FLIPSIDE —- Chris Jacobie
THE President, Dr Hage Geingob, declared 2019 as the year of accountability.
If there is anyone misunderstanding accountability as a Geingob threat against elected political officials, they are politically mischievous and deliberate and not able to understand elective democracy the way the Constitutional protector does.
He could have just as well announced the beginning of the end of a suffocating culture since 2012 where nearly everything is turned into politics for some factional or personal gain keeping progress hostage.
It is now up to ordinary Namibian voters to decide at the ballot box like they did dutifully the past 30-years, because their Constitutional responsibility held them to account in wind rain and sunshine. They turned up without fail and no sacrifice was to great, neither distance nor long queues and hours in lines.
Lest Namibia forget. It is the 1989 elections that produced the finest representatives of all walks of political life and society life that wrote and adopted a constitution — setting the roadmap for regular elections, or otherwise a chance for the citizens to have a direct influence on their destiny.
So far Namibians have come out on the side of right, peace and multiparty democracy. One of the great achievements of democracy and the constitution is that leaders of the same party that differ with each other. Those that see differences as a break-up do not recognise the strength of comradeship where leaders will solve their differences, because they understand and appreciate the various contributions to liberation.
The fires of division cannot be stoked against comrades of more than 50-years, they have stuck together and because of loyalty and patriotism will always rally in the face of division. The past Congress and previous election results with the very best to divide demonstrated the reality that is often ignored by political science.
The facts of Namibia is not political science, but reality. Most political analysts, if asked, will admit that they do not analyse politics, but rather rely on political statements that are reproduced by media platforms and whose influence varies from a few friends on WHATSAPP groups to a dozen self-appointed intellectuals on more sophisticated platforms that engage in a showdown of vocabulary which is oblivious of reality. There they conclude from what they consume and not from what they experience, but definitely not from the voters of everyday life who are the life-blood of Namibian democracy and will for a long time remain so.
Long before the election campaigns begin, the competition for candidate lists of parties for Presidential, the National Assembly, National Council and Regional- and Town Councils will be mini-elections and a few facts cannot be ignored.

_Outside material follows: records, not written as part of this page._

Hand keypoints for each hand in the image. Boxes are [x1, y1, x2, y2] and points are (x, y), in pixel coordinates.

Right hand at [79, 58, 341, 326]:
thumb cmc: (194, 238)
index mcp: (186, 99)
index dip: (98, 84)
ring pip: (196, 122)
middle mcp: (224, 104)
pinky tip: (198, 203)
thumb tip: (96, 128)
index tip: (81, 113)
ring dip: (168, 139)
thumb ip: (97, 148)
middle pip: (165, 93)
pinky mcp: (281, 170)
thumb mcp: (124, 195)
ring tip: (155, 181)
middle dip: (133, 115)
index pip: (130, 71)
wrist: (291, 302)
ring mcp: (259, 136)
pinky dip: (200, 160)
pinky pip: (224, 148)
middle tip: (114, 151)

The competition for a place on the parliamentary list in some opposition parties will lead to serious splits that can extinguish the legitimacy of more than one party and some might even disappear from the parliamentary political scene as they are already under threat through internal division and cannot shake the grip of an ethnic stranglehold. They too will be held to account by their voters.
In Swapo, the President’s message should send a shiver of fear through the political hitchhikers who caught a ride with the party and will be too great a risk to have on any representative body as it might dissuade communities to vote for the party.
Accountability makes it difficult for parties to take a risk with candidates that are imposed as illustrated by the open dissent in Grootfontein, Rundu and Okahandja where dissatisfaction and factional interest is affecting the whole region. Accountability will rectify wrong perceptions.
Opposition parties will have to look reality in the eye and will also find alternatives, because Namibians are nearing the end of a political development where opposition meant: against.
They are looking more and more towards an opposition that offers an alternative.
What Namibians will appreciate from the political scientists and analysts is an opinion on faction forming and the ethnic isolation that beats down peace, unity and stability and gives false hope of an economic Eldorado which will trump the tried and tested acclaimed constitution of the past 30-years.
Namibia unbelievably now can boast a better international democracy tradition in thirty years than the once acclaimed flag bearer of freedom and opportunity, the United States of America of more than 200-years.
Democratic leaders create responsible democratic citizens.
There is no doubt that Geingob-accountability will be the beginning of the end of slander politics, gossip democracy and false hope.
Namibia is getting exceedingly tired and rebels against the idea that a single Namibian and his family and friends who have maybe sacrificed more than any other political leader at the hands of his opposition and friends, must remain the target of every political botsotso in a relentless assault of assassination and political backstabbing.
The problem is that 87% of Namibians who voted for President Geingob and 75% of Swapo delegates who voted for him at a congress are portrayed as stupid fools who voted for a President and his appointees and are so illiterate that they don’t know what they are doing.
Namibians will take accountability for supporting the legacy of the Father of the Nation, Dr. Sam Nujoma, his successor, Dr Hifikepunye Pohamba, and the most tested democrat by his party and by the nation since Independence, President Geingob.
Accountability will cut both ways and the self-styled analysts and political scientists will see that their vote weighs the same as the hand on the plough and those that seeks to divide will see the power of unity amongst lifelong comrades.
They won’t split, they might disagree like friends must do, but always unite in the interest of their party and their country. Because they are accountable to their legacy and the sacrifices of comrades.
That is democracy and both citizen and king will account, but only in different ways.